== Material to process ==
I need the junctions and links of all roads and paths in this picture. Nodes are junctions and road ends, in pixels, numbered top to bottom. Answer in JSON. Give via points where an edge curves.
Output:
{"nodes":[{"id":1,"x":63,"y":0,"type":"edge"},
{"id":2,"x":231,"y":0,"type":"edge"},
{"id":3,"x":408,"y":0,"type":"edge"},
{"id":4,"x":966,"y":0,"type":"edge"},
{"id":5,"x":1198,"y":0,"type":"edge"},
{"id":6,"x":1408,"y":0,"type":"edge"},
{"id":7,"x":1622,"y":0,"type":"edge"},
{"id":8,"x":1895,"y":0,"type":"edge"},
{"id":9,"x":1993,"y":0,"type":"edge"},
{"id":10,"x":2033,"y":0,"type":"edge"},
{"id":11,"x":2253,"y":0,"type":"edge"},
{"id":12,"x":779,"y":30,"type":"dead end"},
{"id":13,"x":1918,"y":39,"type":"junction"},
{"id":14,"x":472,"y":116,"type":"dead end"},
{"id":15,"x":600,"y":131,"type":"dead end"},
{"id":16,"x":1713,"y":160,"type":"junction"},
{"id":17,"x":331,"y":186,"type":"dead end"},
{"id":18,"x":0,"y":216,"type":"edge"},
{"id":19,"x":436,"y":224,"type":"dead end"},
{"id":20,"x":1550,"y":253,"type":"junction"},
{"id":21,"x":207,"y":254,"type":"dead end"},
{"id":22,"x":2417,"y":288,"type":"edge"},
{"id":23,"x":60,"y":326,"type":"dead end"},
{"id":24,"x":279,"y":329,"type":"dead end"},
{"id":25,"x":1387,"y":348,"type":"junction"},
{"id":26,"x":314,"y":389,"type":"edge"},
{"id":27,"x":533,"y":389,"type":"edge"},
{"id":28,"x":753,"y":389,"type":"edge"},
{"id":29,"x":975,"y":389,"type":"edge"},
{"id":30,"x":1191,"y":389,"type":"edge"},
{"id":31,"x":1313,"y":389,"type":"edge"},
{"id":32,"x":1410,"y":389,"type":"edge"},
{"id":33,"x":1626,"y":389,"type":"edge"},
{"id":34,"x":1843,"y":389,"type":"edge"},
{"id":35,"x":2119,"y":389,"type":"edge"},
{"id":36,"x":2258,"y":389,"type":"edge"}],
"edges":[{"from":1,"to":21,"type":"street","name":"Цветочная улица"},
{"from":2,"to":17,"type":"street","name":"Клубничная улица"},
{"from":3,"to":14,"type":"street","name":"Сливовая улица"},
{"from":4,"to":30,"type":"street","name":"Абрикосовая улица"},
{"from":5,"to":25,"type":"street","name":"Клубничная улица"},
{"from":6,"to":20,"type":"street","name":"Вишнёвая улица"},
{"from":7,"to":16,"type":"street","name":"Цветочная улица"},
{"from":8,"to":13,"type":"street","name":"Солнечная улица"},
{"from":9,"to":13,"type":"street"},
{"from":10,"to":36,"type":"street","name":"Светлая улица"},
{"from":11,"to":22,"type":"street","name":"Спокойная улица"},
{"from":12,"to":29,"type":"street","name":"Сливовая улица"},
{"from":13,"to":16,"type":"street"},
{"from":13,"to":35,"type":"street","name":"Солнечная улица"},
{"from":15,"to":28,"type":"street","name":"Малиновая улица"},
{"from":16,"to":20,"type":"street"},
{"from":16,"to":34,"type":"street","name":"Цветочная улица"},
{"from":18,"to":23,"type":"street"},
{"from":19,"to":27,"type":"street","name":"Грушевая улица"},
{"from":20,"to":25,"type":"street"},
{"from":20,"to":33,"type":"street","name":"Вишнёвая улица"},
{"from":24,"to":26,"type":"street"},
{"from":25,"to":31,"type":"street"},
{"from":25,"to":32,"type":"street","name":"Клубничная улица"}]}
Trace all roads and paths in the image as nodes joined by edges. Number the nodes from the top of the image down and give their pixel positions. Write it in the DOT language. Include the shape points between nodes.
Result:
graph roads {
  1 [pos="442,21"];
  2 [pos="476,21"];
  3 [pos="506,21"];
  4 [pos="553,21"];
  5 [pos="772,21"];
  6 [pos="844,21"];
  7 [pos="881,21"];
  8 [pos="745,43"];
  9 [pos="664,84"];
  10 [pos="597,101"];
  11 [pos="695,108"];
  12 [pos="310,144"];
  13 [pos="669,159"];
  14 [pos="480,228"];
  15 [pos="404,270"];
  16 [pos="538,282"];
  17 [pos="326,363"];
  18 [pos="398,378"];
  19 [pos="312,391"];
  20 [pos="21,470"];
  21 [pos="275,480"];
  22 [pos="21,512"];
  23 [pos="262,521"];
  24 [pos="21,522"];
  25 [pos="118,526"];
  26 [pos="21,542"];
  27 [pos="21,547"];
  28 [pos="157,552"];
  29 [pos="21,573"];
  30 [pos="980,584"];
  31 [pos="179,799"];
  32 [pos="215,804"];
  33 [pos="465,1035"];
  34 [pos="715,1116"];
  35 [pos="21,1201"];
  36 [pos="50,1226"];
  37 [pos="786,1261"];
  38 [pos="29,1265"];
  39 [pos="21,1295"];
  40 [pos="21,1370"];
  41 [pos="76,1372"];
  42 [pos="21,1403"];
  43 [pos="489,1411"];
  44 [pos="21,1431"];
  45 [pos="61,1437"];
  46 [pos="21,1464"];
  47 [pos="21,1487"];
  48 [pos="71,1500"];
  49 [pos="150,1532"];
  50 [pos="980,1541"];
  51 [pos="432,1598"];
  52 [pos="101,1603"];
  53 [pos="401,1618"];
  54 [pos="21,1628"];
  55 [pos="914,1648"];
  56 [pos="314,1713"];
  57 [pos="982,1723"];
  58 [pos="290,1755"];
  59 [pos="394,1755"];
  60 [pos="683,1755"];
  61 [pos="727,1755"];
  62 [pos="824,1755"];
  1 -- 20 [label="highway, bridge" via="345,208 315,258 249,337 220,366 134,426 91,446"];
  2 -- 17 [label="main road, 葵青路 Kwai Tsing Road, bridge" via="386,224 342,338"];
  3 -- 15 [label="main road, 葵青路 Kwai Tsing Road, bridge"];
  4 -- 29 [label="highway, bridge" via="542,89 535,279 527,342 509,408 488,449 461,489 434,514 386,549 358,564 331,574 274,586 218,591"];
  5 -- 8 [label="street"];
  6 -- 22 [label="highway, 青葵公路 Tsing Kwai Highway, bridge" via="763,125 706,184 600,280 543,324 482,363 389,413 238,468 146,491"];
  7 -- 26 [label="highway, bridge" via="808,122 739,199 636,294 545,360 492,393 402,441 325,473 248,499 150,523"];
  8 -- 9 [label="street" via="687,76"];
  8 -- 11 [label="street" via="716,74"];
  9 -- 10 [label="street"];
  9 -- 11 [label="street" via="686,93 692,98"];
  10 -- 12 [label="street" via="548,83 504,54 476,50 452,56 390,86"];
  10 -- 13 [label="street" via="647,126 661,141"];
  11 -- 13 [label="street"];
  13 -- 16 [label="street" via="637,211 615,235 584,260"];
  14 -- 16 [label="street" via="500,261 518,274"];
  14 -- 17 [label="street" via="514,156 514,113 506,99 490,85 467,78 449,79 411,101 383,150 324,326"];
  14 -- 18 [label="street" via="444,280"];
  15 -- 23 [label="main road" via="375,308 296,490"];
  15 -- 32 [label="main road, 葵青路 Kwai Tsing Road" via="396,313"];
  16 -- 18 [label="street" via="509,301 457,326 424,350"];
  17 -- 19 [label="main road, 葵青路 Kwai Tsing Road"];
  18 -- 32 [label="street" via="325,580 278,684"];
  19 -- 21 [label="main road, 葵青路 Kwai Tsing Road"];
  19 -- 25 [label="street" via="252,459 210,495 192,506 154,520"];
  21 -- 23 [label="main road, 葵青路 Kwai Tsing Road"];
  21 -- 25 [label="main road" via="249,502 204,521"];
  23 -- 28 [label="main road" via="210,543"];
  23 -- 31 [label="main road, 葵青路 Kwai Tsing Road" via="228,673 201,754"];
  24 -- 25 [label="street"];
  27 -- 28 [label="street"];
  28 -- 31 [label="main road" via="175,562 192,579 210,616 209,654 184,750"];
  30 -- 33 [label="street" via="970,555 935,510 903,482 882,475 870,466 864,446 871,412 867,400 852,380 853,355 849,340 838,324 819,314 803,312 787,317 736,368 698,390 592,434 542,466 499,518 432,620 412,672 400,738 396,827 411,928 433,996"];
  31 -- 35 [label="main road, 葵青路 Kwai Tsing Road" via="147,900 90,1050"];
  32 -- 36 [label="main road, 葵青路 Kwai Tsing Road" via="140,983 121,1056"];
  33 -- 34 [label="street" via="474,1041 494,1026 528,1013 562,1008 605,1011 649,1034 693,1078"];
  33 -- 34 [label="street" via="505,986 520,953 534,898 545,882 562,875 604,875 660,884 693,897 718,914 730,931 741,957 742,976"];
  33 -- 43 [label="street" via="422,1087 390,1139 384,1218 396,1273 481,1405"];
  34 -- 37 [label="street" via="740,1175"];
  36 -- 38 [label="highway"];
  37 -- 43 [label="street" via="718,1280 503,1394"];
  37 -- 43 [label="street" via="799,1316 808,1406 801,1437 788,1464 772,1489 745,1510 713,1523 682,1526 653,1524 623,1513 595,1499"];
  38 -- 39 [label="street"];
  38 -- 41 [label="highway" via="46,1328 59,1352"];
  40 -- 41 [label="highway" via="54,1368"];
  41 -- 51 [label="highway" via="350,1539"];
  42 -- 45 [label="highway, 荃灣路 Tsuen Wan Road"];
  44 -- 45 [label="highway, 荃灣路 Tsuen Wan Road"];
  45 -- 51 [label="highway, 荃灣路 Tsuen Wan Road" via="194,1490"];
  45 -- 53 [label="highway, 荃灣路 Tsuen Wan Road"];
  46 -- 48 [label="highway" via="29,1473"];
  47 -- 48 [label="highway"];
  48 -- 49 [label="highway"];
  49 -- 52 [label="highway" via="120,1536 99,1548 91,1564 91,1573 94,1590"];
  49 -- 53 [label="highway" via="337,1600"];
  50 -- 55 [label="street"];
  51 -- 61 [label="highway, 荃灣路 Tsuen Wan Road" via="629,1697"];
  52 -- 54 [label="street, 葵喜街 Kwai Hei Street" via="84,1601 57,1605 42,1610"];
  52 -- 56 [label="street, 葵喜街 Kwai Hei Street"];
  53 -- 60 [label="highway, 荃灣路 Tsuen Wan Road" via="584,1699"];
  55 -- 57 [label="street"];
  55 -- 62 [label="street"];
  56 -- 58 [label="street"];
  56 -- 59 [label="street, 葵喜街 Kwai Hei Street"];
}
===
_Assigned task_: If a line in the records above has the word "paths", copy it.

_Response_:
I need the junctions and links of all roads and paths in this picture. Nodes are junctions and road ends, in pixels, numbered top to bottom. Answer in JSON. Give via points where an edge curves.
Trace all roads and paths in the image as nodes joined by edges. Number the nodes from the top of the image down and give their pixel positions. Write it in the DOT language. Include the shape points between nodes.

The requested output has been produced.